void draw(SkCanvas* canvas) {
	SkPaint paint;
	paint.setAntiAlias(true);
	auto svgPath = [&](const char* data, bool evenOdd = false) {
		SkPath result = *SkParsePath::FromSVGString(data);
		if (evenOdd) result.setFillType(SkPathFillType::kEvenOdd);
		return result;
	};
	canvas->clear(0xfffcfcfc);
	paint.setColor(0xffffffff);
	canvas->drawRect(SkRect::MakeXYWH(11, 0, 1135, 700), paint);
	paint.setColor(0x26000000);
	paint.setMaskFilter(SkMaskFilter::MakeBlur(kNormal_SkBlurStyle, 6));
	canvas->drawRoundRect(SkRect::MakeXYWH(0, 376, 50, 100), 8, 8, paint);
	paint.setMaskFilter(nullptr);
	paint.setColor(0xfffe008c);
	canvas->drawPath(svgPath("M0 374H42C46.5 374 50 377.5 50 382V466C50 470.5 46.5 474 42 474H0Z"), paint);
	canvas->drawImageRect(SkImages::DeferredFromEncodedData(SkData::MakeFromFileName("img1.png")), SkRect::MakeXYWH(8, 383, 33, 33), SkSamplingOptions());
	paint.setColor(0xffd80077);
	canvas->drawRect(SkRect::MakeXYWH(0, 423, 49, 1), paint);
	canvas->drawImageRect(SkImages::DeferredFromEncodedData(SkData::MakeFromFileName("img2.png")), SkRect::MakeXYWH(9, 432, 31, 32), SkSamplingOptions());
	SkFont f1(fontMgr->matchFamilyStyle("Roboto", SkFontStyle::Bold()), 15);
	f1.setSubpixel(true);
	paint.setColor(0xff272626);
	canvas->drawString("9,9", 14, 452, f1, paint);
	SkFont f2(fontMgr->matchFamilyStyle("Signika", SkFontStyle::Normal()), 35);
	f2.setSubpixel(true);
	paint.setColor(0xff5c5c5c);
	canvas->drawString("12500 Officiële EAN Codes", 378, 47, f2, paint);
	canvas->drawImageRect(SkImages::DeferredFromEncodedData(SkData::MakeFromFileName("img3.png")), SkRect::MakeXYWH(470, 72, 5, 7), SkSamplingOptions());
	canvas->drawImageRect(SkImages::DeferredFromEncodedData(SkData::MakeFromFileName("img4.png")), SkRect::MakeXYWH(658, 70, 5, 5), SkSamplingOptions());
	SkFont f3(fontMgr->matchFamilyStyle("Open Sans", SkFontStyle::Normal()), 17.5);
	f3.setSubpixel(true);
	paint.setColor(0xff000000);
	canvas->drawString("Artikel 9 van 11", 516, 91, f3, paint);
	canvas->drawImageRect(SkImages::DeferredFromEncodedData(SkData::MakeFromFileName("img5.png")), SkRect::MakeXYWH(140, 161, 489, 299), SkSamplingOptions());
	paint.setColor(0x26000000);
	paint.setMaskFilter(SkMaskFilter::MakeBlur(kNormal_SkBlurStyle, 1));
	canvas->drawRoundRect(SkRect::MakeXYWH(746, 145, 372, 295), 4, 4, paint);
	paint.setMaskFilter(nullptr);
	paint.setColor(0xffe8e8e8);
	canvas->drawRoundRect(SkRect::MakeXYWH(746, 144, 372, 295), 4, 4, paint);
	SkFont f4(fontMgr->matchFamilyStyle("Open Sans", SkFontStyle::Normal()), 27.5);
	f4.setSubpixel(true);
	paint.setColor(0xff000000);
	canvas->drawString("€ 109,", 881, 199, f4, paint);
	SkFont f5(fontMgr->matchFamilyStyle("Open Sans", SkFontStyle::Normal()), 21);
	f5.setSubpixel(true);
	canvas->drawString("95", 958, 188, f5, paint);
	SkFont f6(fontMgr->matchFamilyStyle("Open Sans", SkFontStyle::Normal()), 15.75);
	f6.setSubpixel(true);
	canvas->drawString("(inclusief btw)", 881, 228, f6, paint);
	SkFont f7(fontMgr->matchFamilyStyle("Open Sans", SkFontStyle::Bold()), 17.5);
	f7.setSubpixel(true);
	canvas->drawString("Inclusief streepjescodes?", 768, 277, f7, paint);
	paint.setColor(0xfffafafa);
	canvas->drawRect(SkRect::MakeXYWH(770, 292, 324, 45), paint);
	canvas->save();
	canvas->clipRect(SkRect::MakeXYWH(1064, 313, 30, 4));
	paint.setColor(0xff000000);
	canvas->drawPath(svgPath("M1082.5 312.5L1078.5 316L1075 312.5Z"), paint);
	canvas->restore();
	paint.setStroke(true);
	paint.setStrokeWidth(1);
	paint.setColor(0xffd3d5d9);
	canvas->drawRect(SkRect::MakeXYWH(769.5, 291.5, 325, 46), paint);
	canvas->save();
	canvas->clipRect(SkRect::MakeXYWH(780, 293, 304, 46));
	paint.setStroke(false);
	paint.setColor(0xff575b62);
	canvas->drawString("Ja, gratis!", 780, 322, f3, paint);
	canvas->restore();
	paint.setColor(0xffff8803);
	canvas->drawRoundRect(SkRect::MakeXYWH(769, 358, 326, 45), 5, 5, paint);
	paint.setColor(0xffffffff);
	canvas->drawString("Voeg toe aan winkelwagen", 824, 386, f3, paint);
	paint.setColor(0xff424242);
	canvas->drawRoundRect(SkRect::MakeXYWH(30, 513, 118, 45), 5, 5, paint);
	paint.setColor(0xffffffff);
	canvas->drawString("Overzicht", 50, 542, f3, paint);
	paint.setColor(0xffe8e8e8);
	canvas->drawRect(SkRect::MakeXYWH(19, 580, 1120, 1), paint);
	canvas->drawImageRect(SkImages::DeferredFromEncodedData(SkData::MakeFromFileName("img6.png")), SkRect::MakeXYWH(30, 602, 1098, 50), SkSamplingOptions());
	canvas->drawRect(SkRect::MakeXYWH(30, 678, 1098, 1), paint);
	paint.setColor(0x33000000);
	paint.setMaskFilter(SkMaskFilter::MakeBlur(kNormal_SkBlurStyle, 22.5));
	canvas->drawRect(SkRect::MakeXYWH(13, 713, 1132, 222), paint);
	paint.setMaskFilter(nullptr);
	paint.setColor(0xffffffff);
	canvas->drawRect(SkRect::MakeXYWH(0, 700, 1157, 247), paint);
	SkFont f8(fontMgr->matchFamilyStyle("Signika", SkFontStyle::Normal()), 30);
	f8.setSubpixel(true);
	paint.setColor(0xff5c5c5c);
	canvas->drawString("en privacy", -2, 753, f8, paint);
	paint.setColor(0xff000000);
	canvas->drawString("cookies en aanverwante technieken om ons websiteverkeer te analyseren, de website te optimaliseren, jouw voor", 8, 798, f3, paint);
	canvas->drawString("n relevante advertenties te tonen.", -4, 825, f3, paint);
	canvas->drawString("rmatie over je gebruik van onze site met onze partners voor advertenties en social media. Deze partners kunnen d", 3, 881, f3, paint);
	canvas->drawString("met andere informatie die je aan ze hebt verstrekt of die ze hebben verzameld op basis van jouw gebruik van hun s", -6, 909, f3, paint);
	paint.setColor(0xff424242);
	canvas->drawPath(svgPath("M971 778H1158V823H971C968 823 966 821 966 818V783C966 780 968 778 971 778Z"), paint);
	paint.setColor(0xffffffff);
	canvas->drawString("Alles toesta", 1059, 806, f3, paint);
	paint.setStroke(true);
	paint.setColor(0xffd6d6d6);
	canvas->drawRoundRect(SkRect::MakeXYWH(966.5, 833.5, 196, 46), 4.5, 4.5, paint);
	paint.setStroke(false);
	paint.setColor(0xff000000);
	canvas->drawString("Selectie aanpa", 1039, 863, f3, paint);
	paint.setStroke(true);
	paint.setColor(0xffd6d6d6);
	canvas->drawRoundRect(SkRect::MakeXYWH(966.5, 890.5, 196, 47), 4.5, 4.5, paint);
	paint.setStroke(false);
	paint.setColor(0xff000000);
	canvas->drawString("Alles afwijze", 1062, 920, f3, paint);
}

• • • • •

• Brief
Your answer should be the exact lines above from the one with "386, f3, paint);" through the one with "paint.setColor(0x33000000);", both included, and nothing besides.

• Reply to the exercise
	canvas->drawString("Voeg toe aan winkelwagen", 824, 386, f3, paint);
	paint.setColor(0xff424242);
	canvas->drawRoundRect(SkRect::MakeXYWH(30, 513, 118, 45), 5, 5, paint);
	paint.setColor(0xffffffff);
	canvas->drawString("Overzicht", 50, 542, f3, paint);
	paint.setColor(0xffe8e8e8);
	canvas->drawRect(SkRect::MakeXYWH(19, 580, 1120, 1), paint);
	canvas->drawImageRect(SkImages::DeferredFromEncodedData(SkData::MakeFromFileName("img6.png")), SkRect::MakeXYWH(30, 602, 1098, 50), SkSamplingOptions());
	canvas->drawRect(SkRect::MakeXYWH(30, 678, 1098, 1), paint);
	paint.setColor(0x33000000);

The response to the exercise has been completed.